Stored items
▶

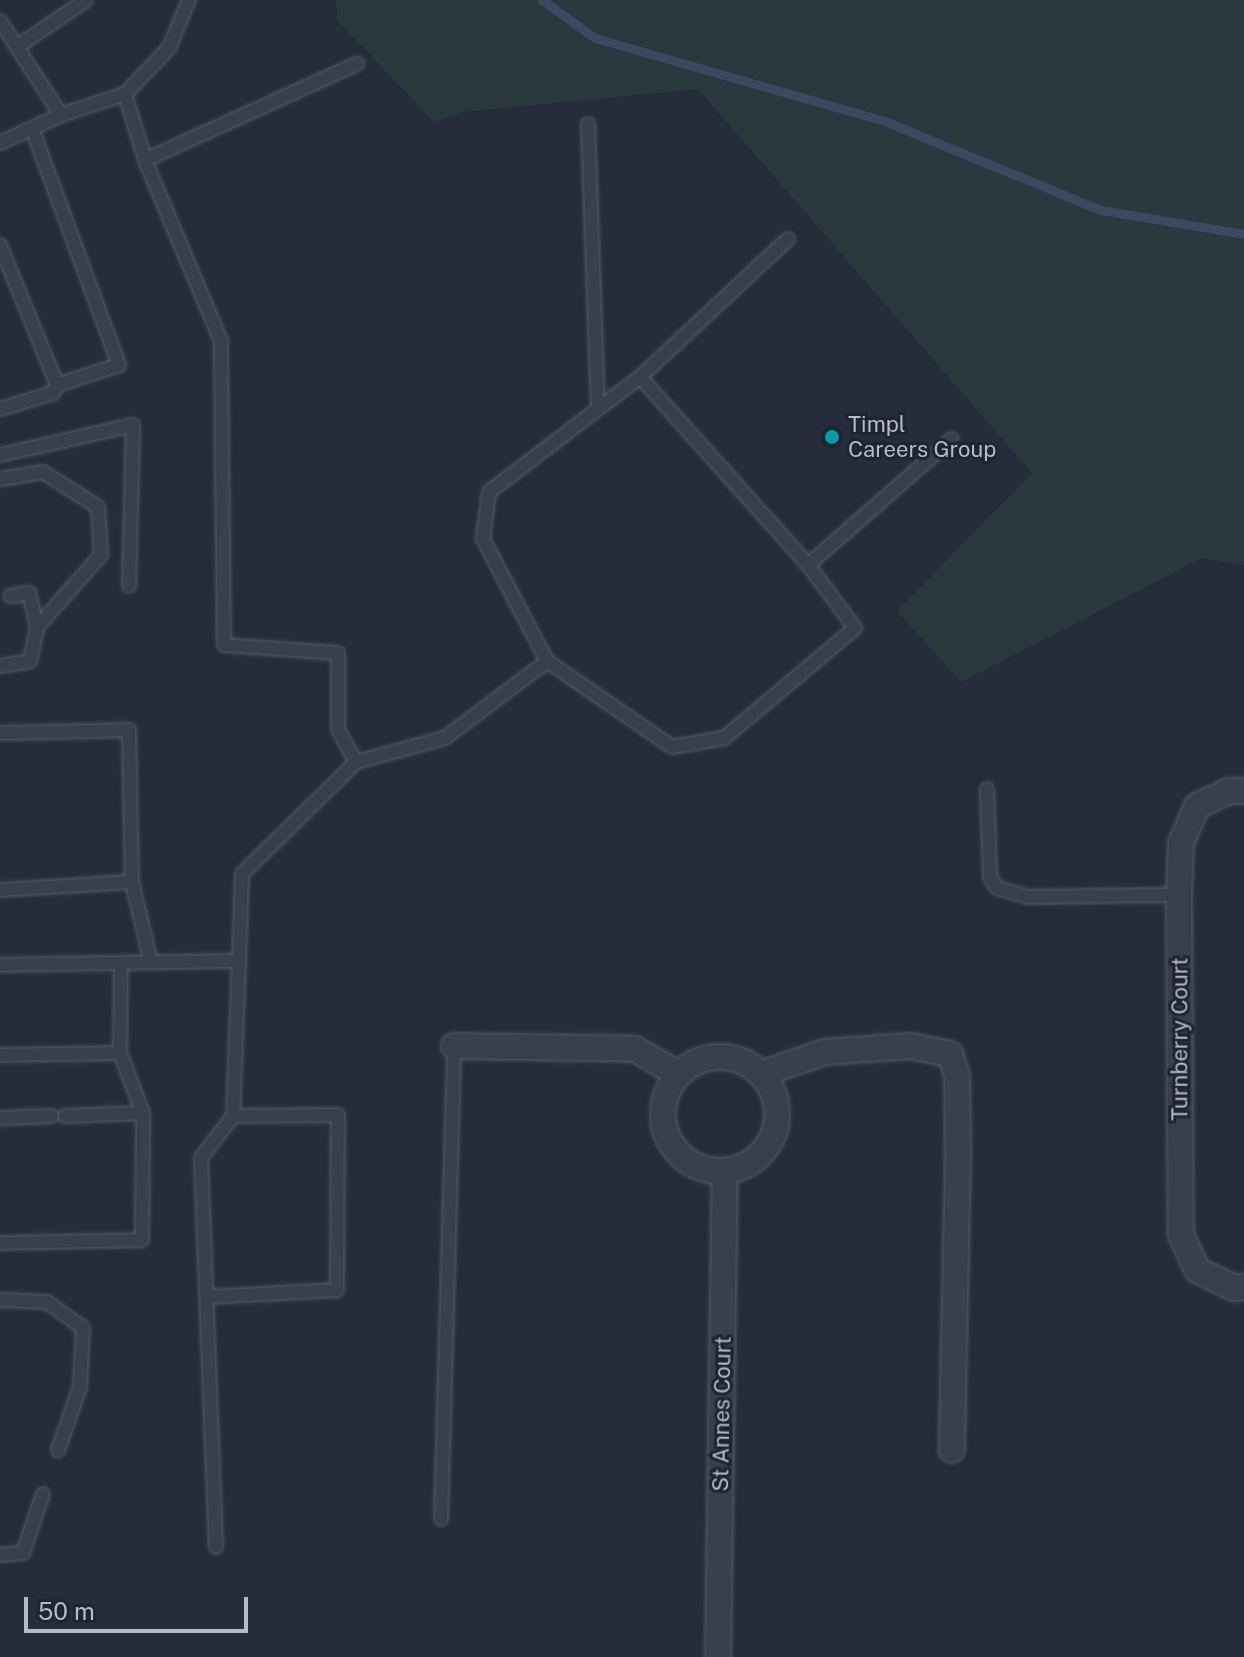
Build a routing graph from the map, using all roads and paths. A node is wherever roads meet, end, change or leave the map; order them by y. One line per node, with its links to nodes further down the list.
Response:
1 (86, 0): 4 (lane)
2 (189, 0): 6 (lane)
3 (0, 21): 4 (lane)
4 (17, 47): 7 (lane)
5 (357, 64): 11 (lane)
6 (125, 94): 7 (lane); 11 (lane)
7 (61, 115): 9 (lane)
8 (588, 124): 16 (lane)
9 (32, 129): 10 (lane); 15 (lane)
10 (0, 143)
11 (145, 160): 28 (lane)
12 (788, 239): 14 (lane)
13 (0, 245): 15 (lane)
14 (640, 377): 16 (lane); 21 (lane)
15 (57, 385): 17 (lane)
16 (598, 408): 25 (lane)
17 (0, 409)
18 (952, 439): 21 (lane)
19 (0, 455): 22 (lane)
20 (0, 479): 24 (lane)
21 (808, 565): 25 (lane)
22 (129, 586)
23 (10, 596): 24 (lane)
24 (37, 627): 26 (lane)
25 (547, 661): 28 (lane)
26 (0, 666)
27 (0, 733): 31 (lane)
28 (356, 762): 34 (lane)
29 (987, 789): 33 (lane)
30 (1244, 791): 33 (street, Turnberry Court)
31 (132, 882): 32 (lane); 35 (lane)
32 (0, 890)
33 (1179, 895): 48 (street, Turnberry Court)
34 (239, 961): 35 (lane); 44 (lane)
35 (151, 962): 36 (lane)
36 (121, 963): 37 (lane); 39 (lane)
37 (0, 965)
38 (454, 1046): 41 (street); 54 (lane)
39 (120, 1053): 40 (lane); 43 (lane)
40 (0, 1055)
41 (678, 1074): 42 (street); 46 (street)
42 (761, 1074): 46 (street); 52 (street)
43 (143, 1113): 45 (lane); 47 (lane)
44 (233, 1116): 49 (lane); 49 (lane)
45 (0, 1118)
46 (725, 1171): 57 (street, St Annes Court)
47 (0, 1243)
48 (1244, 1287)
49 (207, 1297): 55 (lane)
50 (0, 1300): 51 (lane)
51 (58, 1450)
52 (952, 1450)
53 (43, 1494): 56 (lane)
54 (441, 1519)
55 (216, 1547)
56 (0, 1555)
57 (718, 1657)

◀

◆ **TRY IT**
Show all lines from the records above where the word "Turnberry" occurs.

◆ **ANSWER TO THE PROBLEM**
30 (1244, 791): 33 (street, Turnberry Court)
33 (1179, 895): 48 (street, Turnberry Court)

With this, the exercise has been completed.